Collected data
==============================

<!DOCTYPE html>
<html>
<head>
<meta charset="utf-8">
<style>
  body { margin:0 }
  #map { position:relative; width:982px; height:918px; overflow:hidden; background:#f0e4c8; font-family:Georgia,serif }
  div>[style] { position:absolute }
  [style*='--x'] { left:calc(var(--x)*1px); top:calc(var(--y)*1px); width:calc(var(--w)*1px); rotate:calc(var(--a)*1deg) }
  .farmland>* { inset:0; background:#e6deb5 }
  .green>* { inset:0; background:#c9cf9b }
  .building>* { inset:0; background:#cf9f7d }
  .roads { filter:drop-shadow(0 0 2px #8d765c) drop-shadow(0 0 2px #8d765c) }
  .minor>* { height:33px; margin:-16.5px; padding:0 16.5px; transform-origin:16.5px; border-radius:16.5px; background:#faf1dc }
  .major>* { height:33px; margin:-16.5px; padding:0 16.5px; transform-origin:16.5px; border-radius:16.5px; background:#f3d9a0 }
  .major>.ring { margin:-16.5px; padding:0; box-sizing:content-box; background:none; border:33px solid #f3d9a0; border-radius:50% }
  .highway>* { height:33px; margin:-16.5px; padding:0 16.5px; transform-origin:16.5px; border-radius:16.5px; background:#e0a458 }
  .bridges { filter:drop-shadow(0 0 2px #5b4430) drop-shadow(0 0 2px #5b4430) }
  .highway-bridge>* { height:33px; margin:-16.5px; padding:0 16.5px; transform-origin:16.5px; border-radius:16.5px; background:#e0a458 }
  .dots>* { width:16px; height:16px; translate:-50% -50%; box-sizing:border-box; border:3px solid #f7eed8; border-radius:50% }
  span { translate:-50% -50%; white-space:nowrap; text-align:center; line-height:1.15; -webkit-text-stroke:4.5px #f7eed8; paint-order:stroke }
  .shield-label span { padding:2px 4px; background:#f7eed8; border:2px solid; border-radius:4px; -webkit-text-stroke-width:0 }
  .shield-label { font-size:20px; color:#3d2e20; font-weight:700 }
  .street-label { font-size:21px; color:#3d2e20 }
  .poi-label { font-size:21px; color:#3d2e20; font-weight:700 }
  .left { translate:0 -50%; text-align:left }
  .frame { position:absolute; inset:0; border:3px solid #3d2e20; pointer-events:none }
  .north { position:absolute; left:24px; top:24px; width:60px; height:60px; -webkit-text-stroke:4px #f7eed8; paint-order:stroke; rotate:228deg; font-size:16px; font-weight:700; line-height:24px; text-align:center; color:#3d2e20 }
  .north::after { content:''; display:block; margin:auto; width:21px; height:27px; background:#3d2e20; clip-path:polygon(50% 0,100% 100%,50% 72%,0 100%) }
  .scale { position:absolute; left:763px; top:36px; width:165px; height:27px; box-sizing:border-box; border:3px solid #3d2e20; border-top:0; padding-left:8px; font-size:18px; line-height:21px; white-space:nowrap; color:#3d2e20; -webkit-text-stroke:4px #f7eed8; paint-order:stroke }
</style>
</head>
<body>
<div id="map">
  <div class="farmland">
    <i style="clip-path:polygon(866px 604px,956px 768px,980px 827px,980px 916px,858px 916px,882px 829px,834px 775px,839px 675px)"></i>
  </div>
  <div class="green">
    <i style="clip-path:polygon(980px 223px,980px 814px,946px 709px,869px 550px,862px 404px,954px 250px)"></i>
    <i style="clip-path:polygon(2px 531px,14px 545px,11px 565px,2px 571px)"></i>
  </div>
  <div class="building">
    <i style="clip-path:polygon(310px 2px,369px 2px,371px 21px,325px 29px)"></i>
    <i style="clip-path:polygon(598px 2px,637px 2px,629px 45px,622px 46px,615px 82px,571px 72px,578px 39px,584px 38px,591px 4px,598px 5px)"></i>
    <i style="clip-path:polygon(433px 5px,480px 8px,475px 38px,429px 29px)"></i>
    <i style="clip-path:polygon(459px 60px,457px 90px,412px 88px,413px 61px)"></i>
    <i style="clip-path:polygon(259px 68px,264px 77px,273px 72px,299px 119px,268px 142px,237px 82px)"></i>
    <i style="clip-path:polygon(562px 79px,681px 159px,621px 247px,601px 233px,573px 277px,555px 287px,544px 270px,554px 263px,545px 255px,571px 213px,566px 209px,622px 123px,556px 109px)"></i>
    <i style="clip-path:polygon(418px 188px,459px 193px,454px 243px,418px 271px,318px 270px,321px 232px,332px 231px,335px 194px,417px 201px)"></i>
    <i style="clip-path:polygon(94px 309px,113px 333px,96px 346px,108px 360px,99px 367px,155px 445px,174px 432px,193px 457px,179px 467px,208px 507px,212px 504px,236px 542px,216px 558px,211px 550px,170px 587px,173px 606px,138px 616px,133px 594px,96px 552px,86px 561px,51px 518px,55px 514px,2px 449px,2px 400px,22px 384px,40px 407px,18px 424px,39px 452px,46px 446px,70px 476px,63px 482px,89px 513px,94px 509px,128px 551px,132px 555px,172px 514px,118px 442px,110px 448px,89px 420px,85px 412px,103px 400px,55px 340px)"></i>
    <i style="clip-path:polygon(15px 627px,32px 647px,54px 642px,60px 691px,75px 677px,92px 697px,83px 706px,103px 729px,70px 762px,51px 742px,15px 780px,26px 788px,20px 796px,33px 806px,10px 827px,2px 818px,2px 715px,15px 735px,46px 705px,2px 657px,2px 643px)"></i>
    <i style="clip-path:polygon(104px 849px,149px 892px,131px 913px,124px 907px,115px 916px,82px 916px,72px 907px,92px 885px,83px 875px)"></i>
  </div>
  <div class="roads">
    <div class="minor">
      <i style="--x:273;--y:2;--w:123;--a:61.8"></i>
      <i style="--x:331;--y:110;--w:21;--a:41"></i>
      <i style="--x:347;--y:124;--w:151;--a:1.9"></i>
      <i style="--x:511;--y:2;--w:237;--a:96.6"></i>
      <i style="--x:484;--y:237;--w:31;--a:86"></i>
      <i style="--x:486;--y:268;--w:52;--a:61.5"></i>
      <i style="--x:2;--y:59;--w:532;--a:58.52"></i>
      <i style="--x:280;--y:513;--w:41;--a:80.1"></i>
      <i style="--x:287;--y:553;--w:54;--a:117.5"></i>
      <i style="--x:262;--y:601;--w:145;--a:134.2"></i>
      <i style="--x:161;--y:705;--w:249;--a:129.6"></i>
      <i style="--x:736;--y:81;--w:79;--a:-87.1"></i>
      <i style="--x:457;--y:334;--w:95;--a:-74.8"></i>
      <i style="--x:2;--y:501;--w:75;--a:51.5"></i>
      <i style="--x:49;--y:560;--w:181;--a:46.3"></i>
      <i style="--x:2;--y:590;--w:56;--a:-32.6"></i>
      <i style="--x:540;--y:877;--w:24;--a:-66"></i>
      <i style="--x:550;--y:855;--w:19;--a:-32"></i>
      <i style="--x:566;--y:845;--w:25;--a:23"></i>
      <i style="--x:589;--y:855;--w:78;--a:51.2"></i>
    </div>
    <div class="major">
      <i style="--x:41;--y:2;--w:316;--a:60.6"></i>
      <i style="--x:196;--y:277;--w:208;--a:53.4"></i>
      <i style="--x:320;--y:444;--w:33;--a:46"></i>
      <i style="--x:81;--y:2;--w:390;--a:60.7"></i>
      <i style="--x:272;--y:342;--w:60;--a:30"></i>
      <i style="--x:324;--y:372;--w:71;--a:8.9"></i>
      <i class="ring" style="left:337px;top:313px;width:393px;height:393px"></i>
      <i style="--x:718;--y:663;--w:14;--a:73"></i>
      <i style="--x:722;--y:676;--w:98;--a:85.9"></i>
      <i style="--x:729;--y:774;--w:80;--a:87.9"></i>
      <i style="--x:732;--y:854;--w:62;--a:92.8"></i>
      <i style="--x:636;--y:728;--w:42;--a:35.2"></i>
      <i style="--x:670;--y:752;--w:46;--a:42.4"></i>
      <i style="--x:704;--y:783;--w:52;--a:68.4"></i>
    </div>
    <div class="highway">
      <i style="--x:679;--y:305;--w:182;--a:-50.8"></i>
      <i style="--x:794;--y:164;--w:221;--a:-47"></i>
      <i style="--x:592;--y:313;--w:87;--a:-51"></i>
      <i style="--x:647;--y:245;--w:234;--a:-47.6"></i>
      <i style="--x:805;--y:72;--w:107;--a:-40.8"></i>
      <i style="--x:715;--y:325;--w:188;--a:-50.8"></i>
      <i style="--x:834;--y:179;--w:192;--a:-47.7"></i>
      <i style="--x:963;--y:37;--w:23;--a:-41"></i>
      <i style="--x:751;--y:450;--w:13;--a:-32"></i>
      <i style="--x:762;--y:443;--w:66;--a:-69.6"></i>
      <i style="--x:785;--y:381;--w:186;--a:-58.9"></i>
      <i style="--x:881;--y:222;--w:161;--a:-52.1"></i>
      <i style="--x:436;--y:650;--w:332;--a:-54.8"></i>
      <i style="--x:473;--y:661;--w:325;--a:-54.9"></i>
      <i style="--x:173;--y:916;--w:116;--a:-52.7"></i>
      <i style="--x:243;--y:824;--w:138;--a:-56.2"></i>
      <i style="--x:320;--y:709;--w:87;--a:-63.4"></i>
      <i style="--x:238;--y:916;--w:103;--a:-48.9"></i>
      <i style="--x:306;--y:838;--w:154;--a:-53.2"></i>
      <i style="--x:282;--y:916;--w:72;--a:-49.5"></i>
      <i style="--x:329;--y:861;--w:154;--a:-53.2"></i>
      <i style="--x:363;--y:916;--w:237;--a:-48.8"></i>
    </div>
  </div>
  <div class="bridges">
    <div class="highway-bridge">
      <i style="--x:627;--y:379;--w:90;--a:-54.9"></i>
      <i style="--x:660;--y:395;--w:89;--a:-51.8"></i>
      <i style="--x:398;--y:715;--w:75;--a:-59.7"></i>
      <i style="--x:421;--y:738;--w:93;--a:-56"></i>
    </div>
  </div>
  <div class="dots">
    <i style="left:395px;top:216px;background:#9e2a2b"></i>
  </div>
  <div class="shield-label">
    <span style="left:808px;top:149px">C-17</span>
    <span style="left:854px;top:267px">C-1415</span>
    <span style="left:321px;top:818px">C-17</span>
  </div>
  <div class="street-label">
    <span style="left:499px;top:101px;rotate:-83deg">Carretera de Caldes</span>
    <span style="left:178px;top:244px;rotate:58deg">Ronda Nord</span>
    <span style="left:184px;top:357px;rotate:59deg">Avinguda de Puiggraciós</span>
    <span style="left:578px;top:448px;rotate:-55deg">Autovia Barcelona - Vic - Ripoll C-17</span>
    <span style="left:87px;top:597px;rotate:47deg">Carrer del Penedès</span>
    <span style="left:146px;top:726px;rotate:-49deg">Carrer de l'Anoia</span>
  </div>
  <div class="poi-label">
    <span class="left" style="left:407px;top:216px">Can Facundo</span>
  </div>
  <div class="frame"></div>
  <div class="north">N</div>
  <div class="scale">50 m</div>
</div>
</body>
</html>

==============================

• _Required action_
Reproduce precisely, and with no line left out, each line from the top of the entries through the line that carries "2px #8d765c) drop-shadow(0".

• _Expected answer_
<!DOCTYPE html>
<html>
<head>
<meta charset="utf-8">
<style>
  body { margin:0 }
  #map { position:relative; width:982px; height:918px; overflow:hidden; background:#f0e4c8; font-family:Georgia,serif }
  div>[style] { position:absolute }
  [style*='--x'] { left:calc(var(--x)*1px); top:calc(var(--y)*1px); width:calc(var(--w)*1px); rotate:calc(var(--a)*1deg) }
  .farmland>* { inset:0; background:#e6deb5 }
  .green>* { inset:0; background:#c9cf9b }
  .building>* { inset:0; background:#cf9f7d }
  .roads { filter:drop-shadow(0 0 2px #8d765c) drop-shadow(0 0 2px #8d765c) }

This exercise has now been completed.